Problem description =
All the lines below should appear again unchanged, though their pictures should not.

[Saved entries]
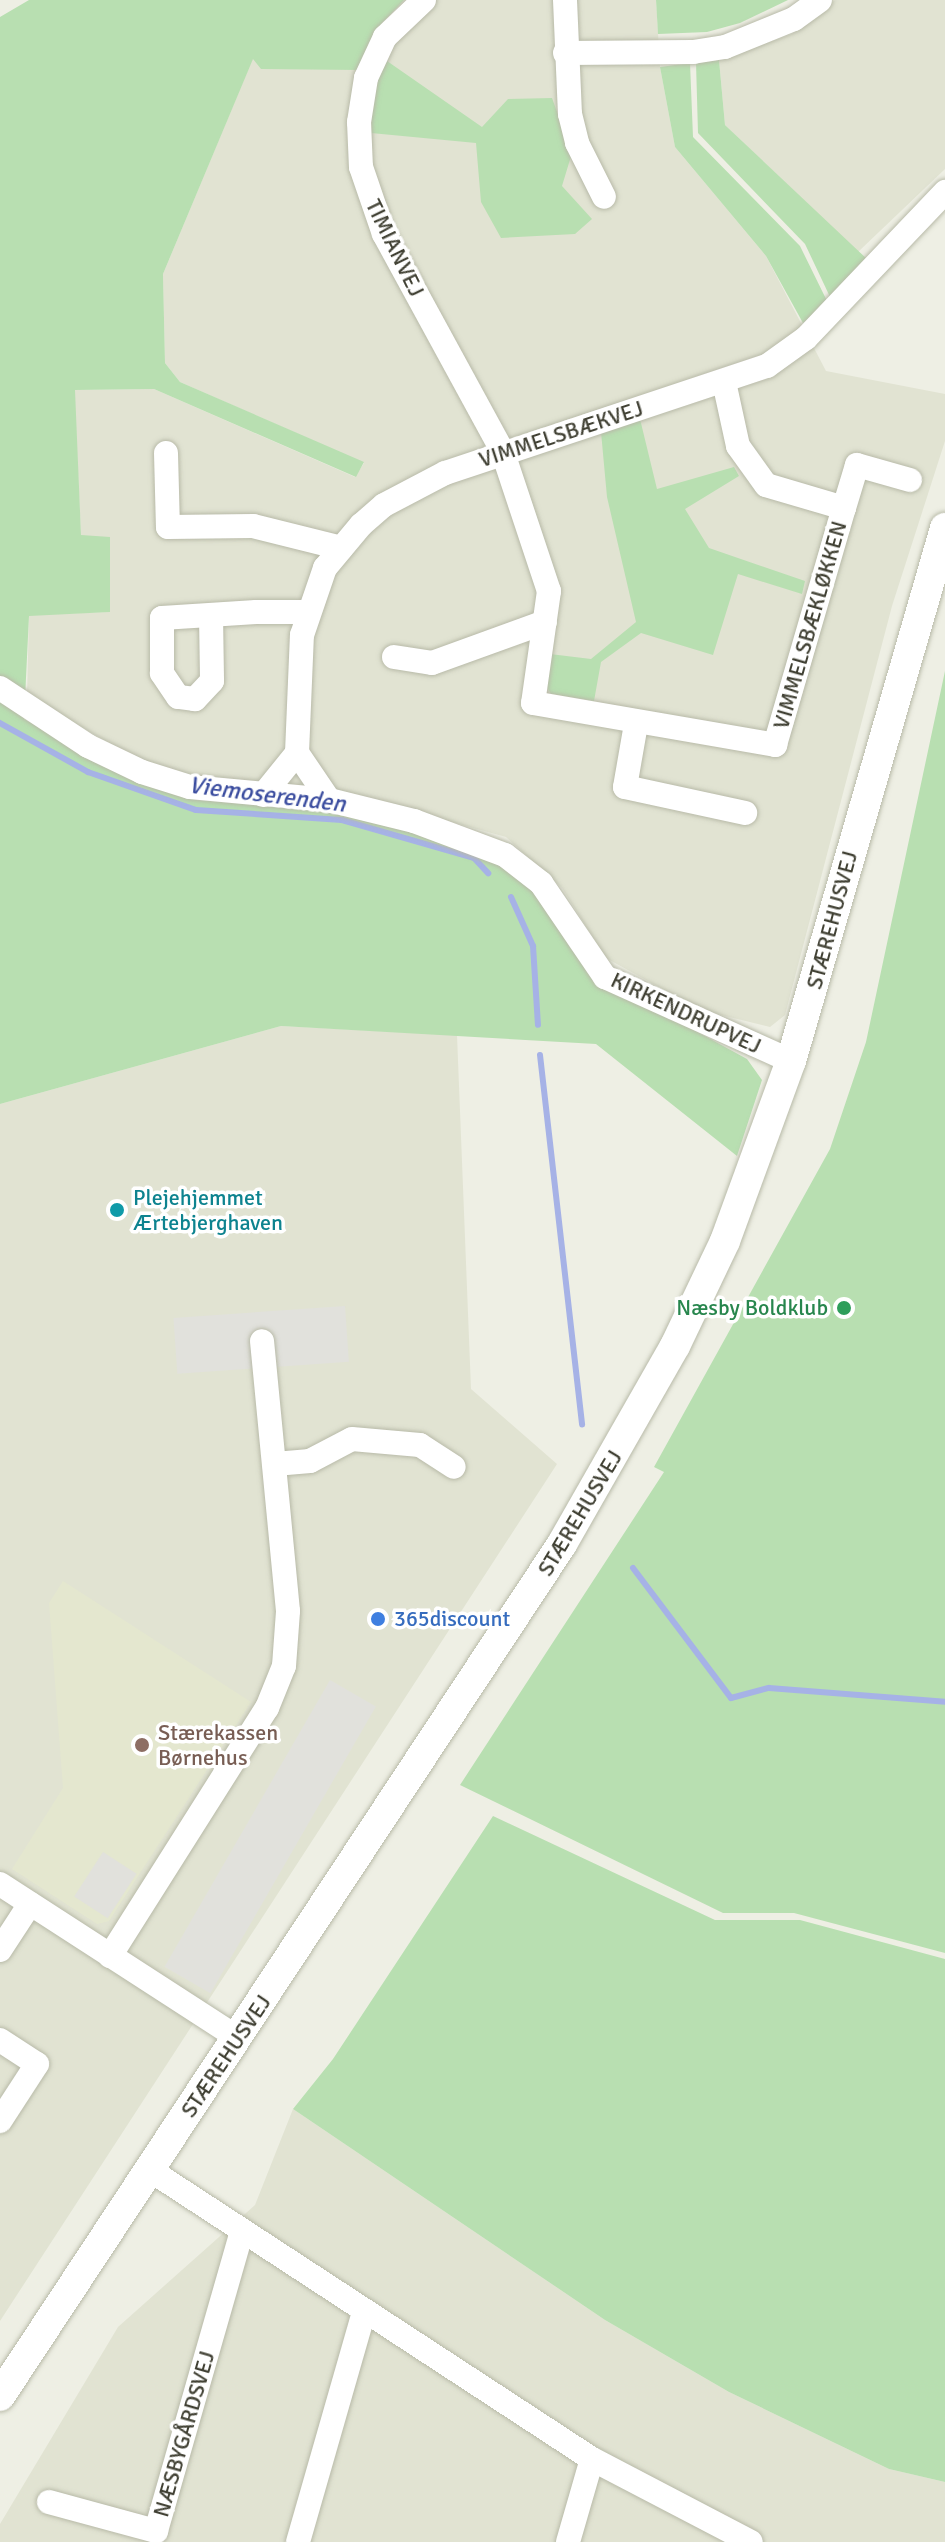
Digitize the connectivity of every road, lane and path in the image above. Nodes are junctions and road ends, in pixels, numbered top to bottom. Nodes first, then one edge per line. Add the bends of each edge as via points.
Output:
1 (424, 0) edge
2 (565, 0) edge
3 (820, 0) edge
4 (565, 53) junction
5 (945, 192) edge
6 (604, 197) dead end
7 (724, 382) junction
8 (502, 450) junction
9 (166, 453) dead end
10 (910, 480) dead end
11 (844, 508) junction
12 (945, 528) edge
13 (341, 548) junction
14 (307, 612) junction
15 (211, 615) dead end
16 (545, 622) junction
17 (394, 657) dead end
18 (0, 688) edge
19 (636, 724) junction
20 (297, 753) junction
21 (263, 795) junction
22 (329, 800) junction
23 (745, 813) dead end
24 (791, 1061) junction
25 (262, 1341) dead end
26 (275, 1464) junction
27 (454, 1467) dead end
28 (0, 1884) edge
29 (30, 1904) junction
30 (0, 1950) edge
31 (110, 1956) junction
32 (238, 2038) junction
33 (0, 2040) edge
34 (0, 2121) edge
35 (150, 2170) junction
36 (242, 2231) junction
37 (364, 2312) junction
38 (0, 2396) edge
39 (592, 2459) junction
40 (49, 2502) dead end
41 (298, 2542) edge
42 (568, 2542) edge
43 (751, 2542) edge

1 - 8 street, TIMIANVEJ via 385,37 366,78 359,122 361,167 384,234
2 - 4 street
3 - 4 street via 794,19 725,47
4 - 6 street via 577,143
5 - 7 street, VIMMELSBÆKVEJ via 806,338 767,366
7 - 8 street, VIMMELSBÆKVEJ
7 - 11 street, VIMMELSBÆKLØKKEN via 738,446 766,485
8 - 13 street, VIMMELSBÆKVEJ via 384,505
8 - 16 street, VIMMELSBÆKLØKKEN via 549,591
9 - 13 street via 168,527 253,526
10 - 11 street, VIMMELSBÆKLØKKEN via 857,465
11 - 19 street, VIMMELSBÆKLØKKEN via 775,745
12 - 24 street, STÆREHUSVEJ
13 - 14 street, VIMMELSBÆKVEJ via 325,568
14 - 15 street
14 - 20 street, VIMMELSBÆKVEJ
16 - 17 street via 432,663
16 - 19 street, VIMMELSBÆKLØKKEN via 533,703
18 - 21 street, KIRKENDRUPVEJ via 88,746 142,772 190,787
19 - 23 street via 625,787
20 - 21 street
20 - 22 street
21 - 22 street, KIRKENDRUPVEJ
22 - 24 street, KIRKENDRUPVEJ via 414,821 516,860 541,883 605,977
24 - 32 street, STÆREHUSVEJ via 725,1241 620,1447 448,1721
25 - 26 street
26 - 27 street via 310,1461 352,1439 420,1445
26 - 31 street via 288,1611 284,1666 267,1708
28 - 29 street
29 - 30 street
29 - 31 street
31 - 32 street
32 - 35 street, STÆREHUSVEJ
33 - 34 street via 37,2064
35 - 36 street
35 - 38 street, STÆREHUSVEJ
36 - 37 street
36 - 40 street, NÆSBYGÅRDSVEJ via 156,2531
37 - 39 street
37 - 41 street
39 - 42 street
39 - 43 street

Exercise solution =
Digitize the connectivity of every road, lane and path in the image above. Nodes are junctions and road ends, in pixels, numbered top to bottom. Nodes first, then one edge per line. Add the bends of each edge as via points.
Output:
1 (424, 0) edge
2 (565, 0) edge
3 (820, 0) edge
4 (565, 53) junction
5 (945, 192) edge
6 (604, 197) dead end
7 (724, 382) junction
8 (502, 450) junction
9 (166, 453) dead end
10 (910, 480) dead end
11 (844, 508) junction
12 (945, 528) edge
13 (341, 548) junction
14 (307, 612) junction
15 (211, 615) dead end
16 (545, 622) junction
17 (394, 657) dead end
18 (0, 688) edge
19 (636, 724) junction
20 (297, 753) junction
21 (263, 795) junction
22 (329, 800) junction
23 (745, 813) dead end
24 (791, 1061) junction
25 (262, 1341) dead end
26 (275, 1464) junction
27 (454, 1467) dead end
28 (0, 1884) edge
29 (30, 1904) junction
30 (0, 1950) edge
31 (110, 1956) junction
32 (238, 2038) junction
33 (0, 2040) edge
34 (0, 2121) edge
35 (150, 2170) junction
36 (242, 2231) junction
37 (364, 2312) junction
38 (0, 2396) edge
39 (592, 2459) junction
40 (49, 2502) dead end
41 (298, 2542) edge
42 (568, 2542) edge
43 (751, 2542) edge

1 - 8 street, TIMIANVEJ via 385,37 366,78 359,122 361,167 384,234
2 - 4 street
3 - 4 street via 794,19 725,47
4 - 6 street via 577,143
5 - 7 street, VIMMELSBÆKVEJ via 806,338 767,366
7 - 8 street, VIMMELSBÆKVEJ
7 - 11 street, VIMMELSBÆKLØKKEN via 738,446 766,485
8 - 13 street, VIMMELSBÆKVEJ via 384,505
8 - 16 street, VIMMELSBÆKLØKKEN via 549,591
9 - 13 street via 168,527 253,526
10 - 11 street, VIMMELSBÆKLØKKEN via 857,465
11 - 19 street, VIMMELSBÆKLØKKEN via 775,745
12 - 24 street, STÆREHUSVEJ
13 - 14 street, VIMMELSBÆKVEJ via 325,568
14 - 15 street
14 - 20 street, VIMMELSBÆKVEJ
16 - 17 street via 432,663
16 - 19 street, VIMMELSBÆKLØKKEN via 533,703
18 - 21 street, KIRKENDRUPVEJ via 88,746 142,772 190,787
19 - 23 street via 625,787
20 - 21 street
20 - 22 street
21 - 22 street, KIRKENDRUPVEJ
22 - 24 street, KIRKENDRUPVEJ via 414,821 516,860 541,883 605,977
24 - 32 street, STÆREHUSVEJ via 725,1241 620,1447 448,1721
25 - 26 street
26 - 27 street via 310,1461 352,1439 420,1445
26 - 31 street via 288,1611 284,1666 267,1708
28 - 29 street
29 - 30 street
29 - 31 street
31 - 32 street
32 - 35 street, STÆREHUSVEJ
33 - 34 street via 37,2064
35 - 36 street
35 - 38 street, STÆREHUSVEJ
36 - 37 street
36 - 40 street, NÆSBYGÅRDSVEJ via 156,2531
37 - 39 street
37 - 41 street
39 - 42 street
39 - 43 street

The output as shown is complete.